Neasa spoke today on the Second Stage of the Land Development Agency Bill 2021
The Green Party agrees with the principle of active land management, and of activating under-used sites and identifying private lands that could be of benefit to projects for renewal of particular areas or consolidation with public lands.
The core principle of the Land Development Agency should be to operate to support local authorities in providing housing and managing land. It should be based on the following principles:
- Public and affordable construction of public homes on State land- so that all procurement is on an affordable basis and is done directly by the public body (LDA/AHB/LA) without outsourcing to private developers.
- All housing constructed on state land should be sustainable, climate resilient and based on the principles of community wealth building. We should use the establishment of the LDA to reverse the bonfire of building regulations and design standards we have witnessed since 2015, including the failed build-to-rent typology. We should see this as an opportunity to require the implementation of the Safe as Houses report including building control reform and the third party certification of building standards.
- We should include in the legislation a provision that the state retains control in the long term of any and all lands procured with State funding.
- And the land development agency should never find themselves in a position as a permanent or temporary landlord to any tenant
- The LDA should never be in the business of facilitating projects (and removing risk in projects) for private developers and private equity investors. That’s not how public money or public effort should be employed.
The LDA should not be entitled to sub-lease or transfer public lands other than in accordance with social housing, affordable purchase and cost rental models that are mutually agreed. This bill should provide for leasing from public bodies rather than land transfers, with a power to enter into development agreements with local authorities and state bodies, that would be subject to minimum terms that would be scheduled to the Bill.
For this purpose the primary housing models should be:
- “social housing”- that is housing owned and provided by a local authority or an AHB for which the tenant pays a differential rent in accordance with the Housing Acts; on state lands- this housing should be provided on the basis of cost + maximum of 5% developer profits;
- “affordable purchase” housing is provided on public lands, with the benefit of a waiver of development levies and serviced site funding, acquired by the buyer by a long lease with controls included for the community trust/AHB or similar body that retains ownership of the land, financed and built on the basis of costs + a maximum of 5% developer profits, and subject to a right of first refusal to the local authority or AHB landlord of the home with a clawback to repay the land value and state subsidy
There is a basic principle here that is absolutely vital to the operation of any body that would seek to undertake the work that is outlined in the LDA bill and it is this- there is no such thing as affordable housing without a model of affordable construction.

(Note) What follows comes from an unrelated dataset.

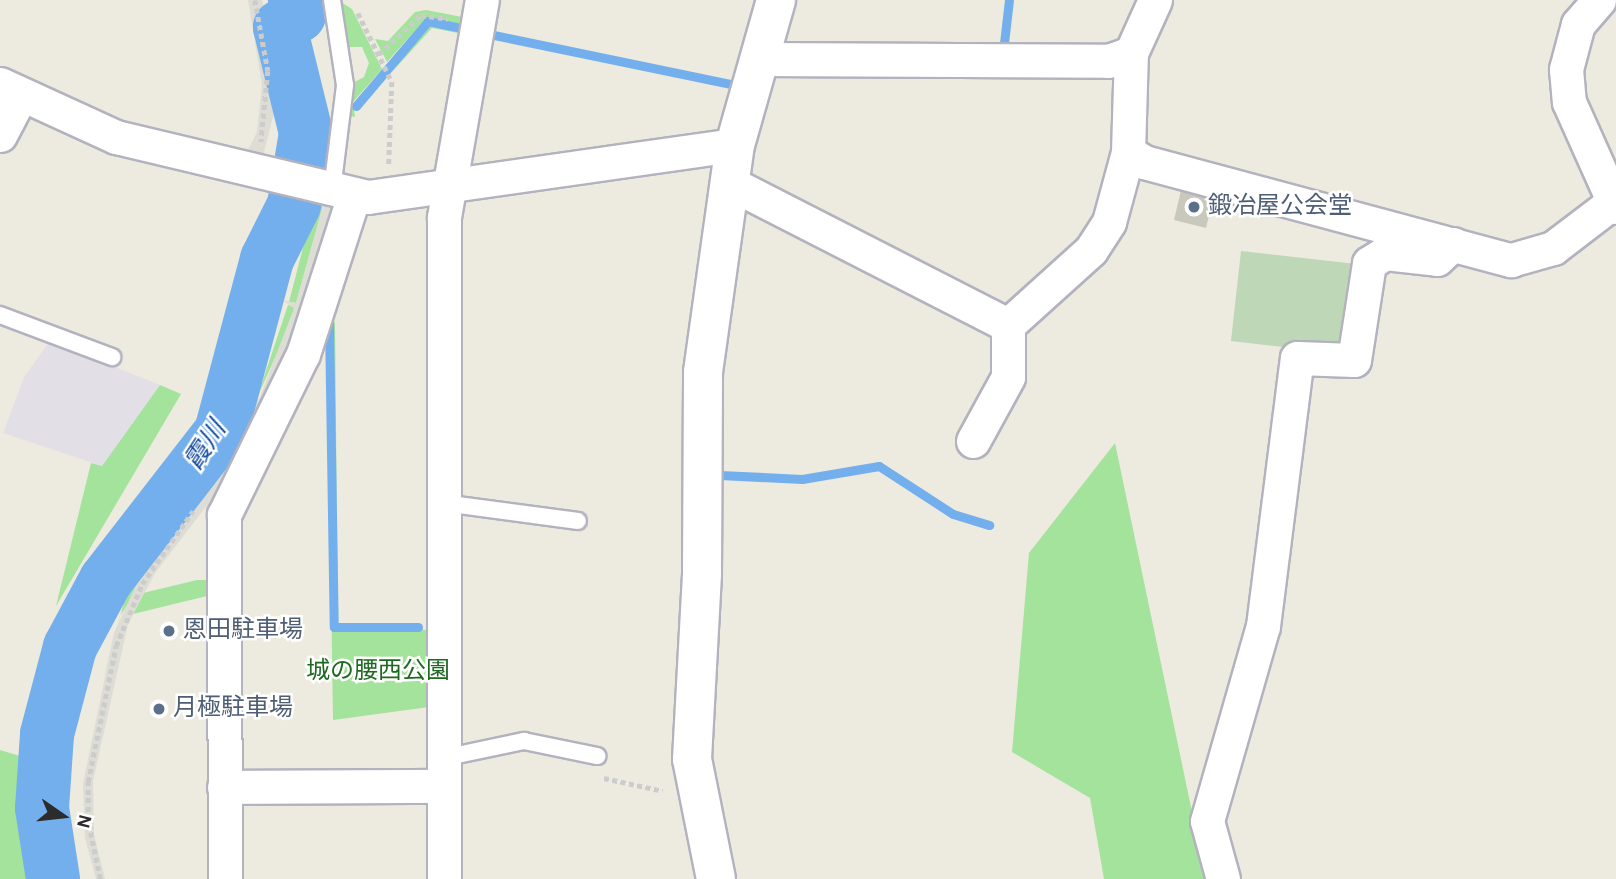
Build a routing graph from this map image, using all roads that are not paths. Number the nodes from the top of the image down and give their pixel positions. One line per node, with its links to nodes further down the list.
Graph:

Ceann Comhairle as a member of the Public Accounts Committee I spend a good portion of my week reviewing the audited accounts of taxpayer funded entities that have fallen short of standards of fiscal performance or governance. It is in that context I would like to say a brief word about the fact that the LDA is already fully operational under an establishment order but with little or no oversight to its proceedings. Even before this bill proceeds through the Dail it can enter into contracts, acquire lands it can negotiate land transfer with government departments, agencies and local authorities. The legislation we are now considering will enable the agency to form subsidiaries, acquire public land on the basis of first refusal, enable it to implement compulsory purchase orders.
At the moment the LDA has an interim board. The board consists of 12 members, 5 of whom are from the banking sector, 4 more are government or local authority officials, there is one academic in social policy. There are no specialists in community design or the environmental and sustainable development of housing. In fact, considering it is International Women’s Day on Monday I think it’s fair to point out that there are more bankers on the board of the LDA then there are women. The LDA will have far reaching and considerable powers. They already do. I do not look forward to the inevitable appearance of the LDA in front of the Public Accounts Committee
Ceann Comhairle, Sean Lemass, a Fianna Fail Taoiseach presided in 1963 over the development of the Local Government Act which enshrined most of the housing and planning frameworks we still work with today- it established our local authorities as the core body responsible for the provision of social and public housing. Under this legislation the legacy this government will be the dismantling of that 1963 legislation. Local authorities will no longer be the foundational providers of public housing in the state. This legislation effectively locks in the failed and hugely discredited Strategic Housing Development framework, bypassing democratic oversight and erasing local voices from planning decisions.